* Problem statement
Pull every line with "that" from the data.

* Information
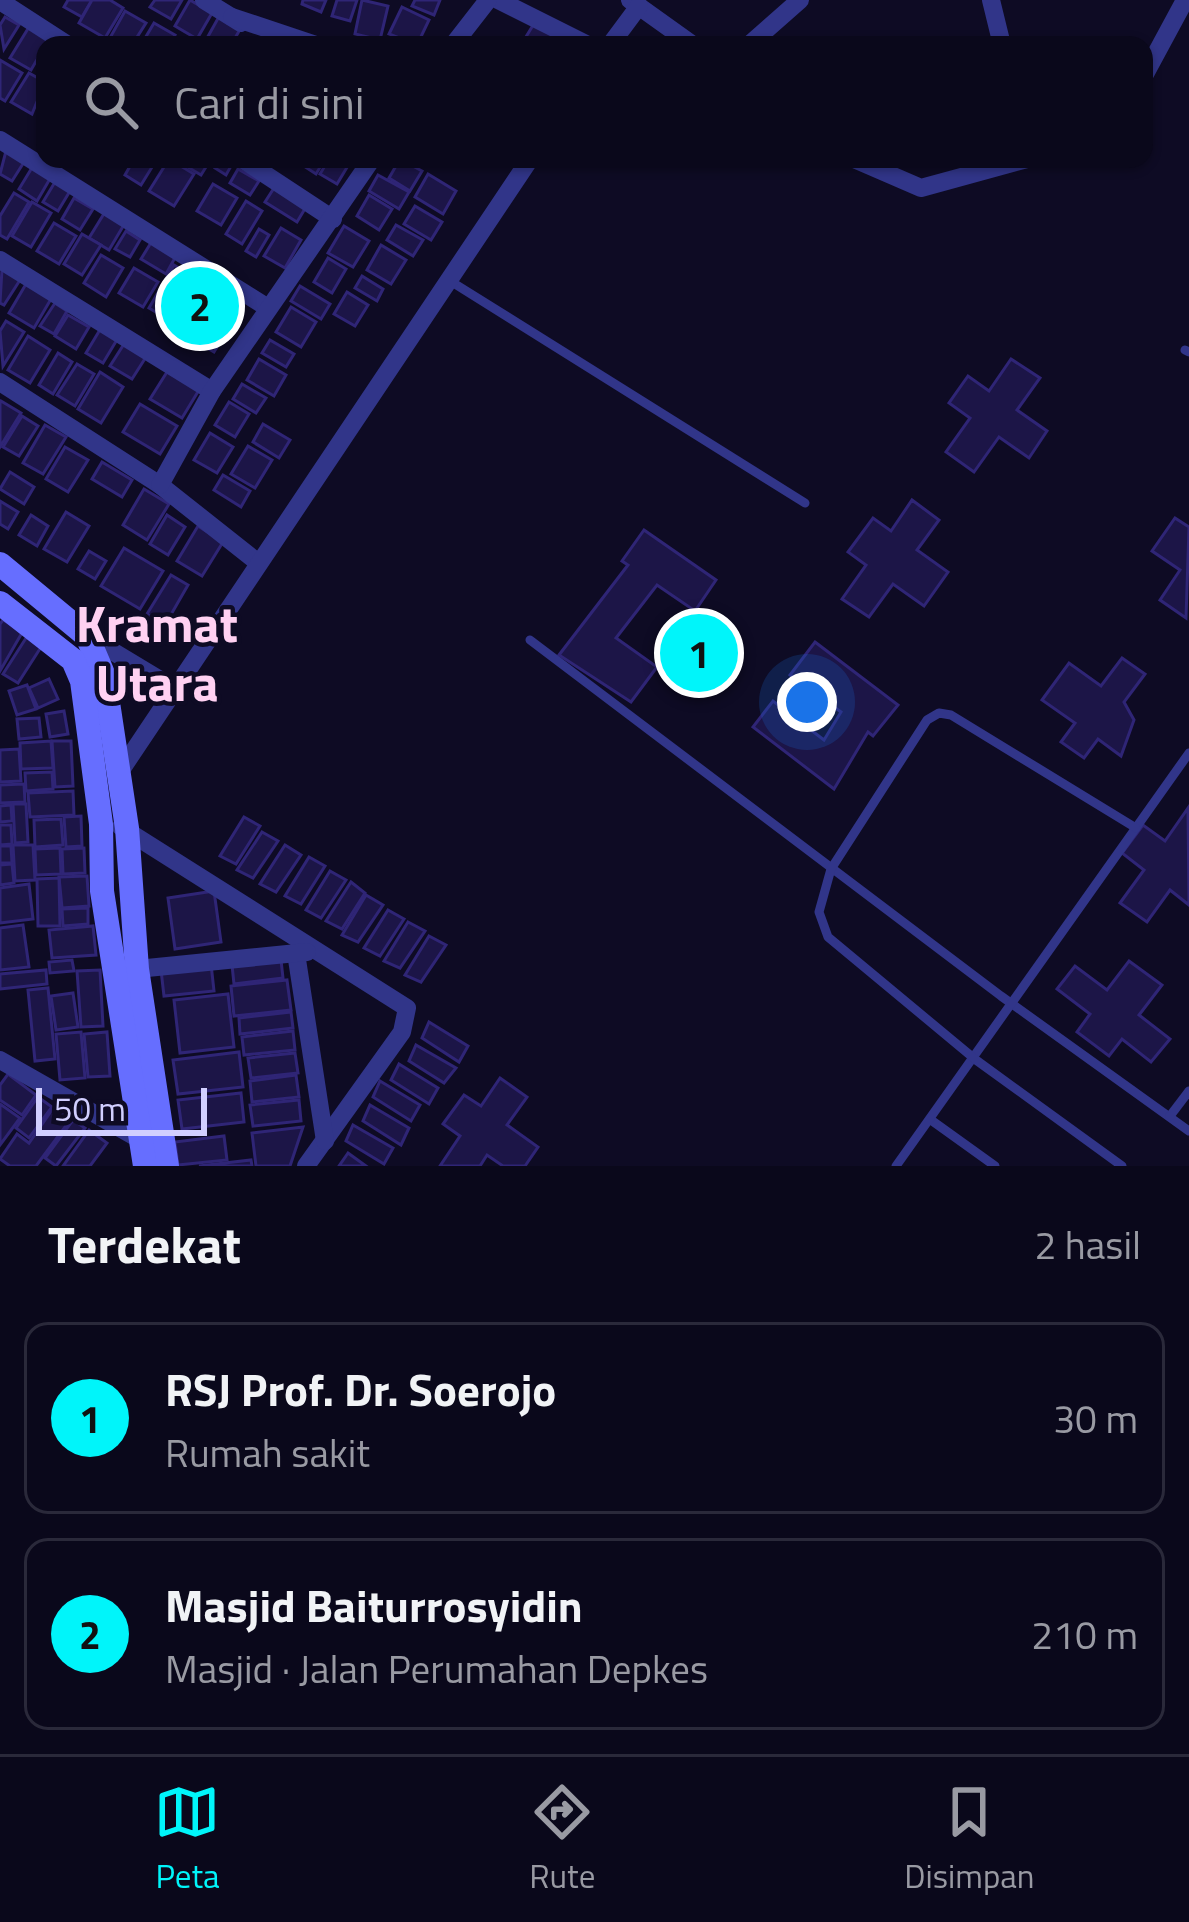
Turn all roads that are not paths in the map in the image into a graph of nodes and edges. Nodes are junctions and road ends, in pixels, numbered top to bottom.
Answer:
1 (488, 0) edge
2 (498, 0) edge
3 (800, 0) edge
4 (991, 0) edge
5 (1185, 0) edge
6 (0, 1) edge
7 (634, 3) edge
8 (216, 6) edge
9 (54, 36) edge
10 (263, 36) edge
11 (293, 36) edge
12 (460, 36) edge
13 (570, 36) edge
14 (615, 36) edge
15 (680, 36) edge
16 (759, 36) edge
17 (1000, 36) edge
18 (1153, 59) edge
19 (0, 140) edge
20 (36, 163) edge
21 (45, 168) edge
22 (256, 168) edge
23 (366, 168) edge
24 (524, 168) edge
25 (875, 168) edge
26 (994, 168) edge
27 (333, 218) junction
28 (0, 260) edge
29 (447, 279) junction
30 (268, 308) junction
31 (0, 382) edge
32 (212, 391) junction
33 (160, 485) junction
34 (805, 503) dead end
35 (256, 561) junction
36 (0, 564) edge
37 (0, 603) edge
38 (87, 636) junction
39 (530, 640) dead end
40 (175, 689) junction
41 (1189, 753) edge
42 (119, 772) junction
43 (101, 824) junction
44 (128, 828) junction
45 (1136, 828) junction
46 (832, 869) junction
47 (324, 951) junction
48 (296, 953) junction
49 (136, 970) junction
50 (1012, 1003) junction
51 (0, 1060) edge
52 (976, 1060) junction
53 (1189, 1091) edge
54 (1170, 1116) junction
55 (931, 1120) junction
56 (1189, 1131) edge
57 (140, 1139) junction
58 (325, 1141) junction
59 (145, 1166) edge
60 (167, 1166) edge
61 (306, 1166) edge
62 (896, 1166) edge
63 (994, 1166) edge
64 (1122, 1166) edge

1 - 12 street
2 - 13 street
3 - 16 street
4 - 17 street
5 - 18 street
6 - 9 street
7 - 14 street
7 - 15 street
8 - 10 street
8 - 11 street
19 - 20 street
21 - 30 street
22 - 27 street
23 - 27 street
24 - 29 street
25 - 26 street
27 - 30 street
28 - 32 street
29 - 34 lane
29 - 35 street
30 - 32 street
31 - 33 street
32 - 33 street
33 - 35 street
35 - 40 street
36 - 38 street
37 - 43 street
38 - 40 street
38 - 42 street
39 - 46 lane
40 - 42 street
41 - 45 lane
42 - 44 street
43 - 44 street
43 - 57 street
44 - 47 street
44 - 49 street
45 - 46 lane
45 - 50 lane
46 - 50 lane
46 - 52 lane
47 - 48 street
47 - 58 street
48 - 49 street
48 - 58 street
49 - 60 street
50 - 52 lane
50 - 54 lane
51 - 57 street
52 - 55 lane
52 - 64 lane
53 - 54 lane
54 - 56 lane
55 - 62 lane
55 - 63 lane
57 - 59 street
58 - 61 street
==
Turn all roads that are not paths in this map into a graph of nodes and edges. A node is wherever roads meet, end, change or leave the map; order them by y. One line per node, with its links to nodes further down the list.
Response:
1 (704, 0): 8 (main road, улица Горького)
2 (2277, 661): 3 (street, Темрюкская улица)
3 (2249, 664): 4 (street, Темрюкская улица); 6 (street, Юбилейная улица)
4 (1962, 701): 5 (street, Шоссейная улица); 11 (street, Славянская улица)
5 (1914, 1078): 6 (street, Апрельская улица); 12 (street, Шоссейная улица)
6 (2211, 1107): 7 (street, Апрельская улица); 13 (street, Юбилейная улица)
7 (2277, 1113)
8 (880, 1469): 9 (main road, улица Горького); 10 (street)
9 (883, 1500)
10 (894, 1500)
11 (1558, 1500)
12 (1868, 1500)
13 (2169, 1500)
---
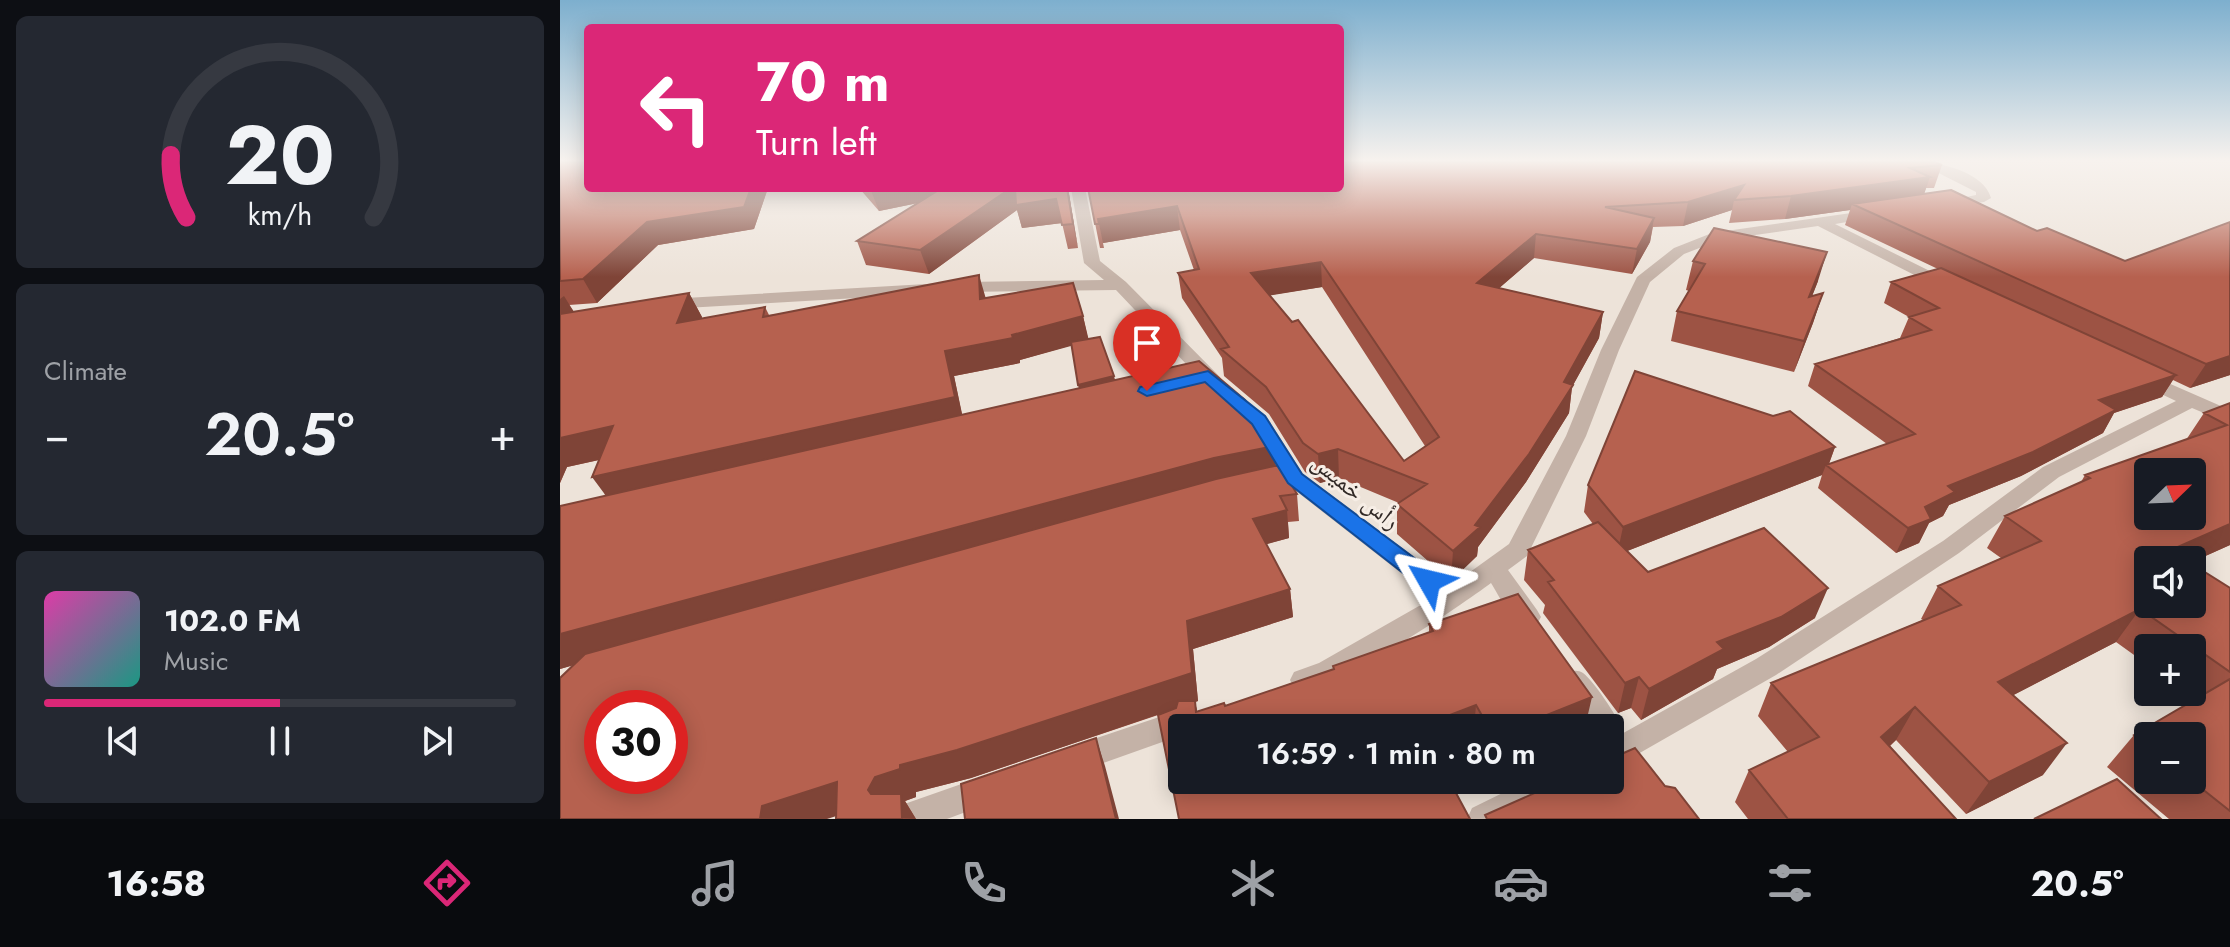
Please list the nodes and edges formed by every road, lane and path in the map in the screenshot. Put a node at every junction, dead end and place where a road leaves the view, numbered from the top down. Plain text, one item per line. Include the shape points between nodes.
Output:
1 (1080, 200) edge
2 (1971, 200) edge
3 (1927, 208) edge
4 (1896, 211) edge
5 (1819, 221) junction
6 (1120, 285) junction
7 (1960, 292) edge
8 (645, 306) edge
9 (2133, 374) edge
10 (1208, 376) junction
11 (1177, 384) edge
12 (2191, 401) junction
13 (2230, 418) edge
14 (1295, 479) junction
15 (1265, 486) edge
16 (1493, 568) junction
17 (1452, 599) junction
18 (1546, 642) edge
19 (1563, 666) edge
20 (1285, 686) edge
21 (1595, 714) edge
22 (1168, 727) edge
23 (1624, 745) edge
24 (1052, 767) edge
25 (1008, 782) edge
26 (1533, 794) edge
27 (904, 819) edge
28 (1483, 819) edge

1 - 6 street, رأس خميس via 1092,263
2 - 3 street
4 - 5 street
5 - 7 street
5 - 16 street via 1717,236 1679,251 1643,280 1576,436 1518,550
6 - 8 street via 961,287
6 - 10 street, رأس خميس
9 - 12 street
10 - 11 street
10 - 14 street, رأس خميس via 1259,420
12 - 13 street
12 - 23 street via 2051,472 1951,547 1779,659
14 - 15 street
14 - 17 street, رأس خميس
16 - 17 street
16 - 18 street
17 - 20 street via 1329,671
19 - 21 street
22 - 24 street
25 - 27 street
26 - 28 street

* Answer section
Turn all roads that are not paths in the map in the image into a graph of nodes and edges. Nodes are junctions and road ends, in pixels, numbered top to bottom.
Turn all roads that are not paths in this map into a graph of nodes and edges. A node is wherever roads meet, end, change or leave the map; order them by y. One line per node, with its links to nodes further down the list.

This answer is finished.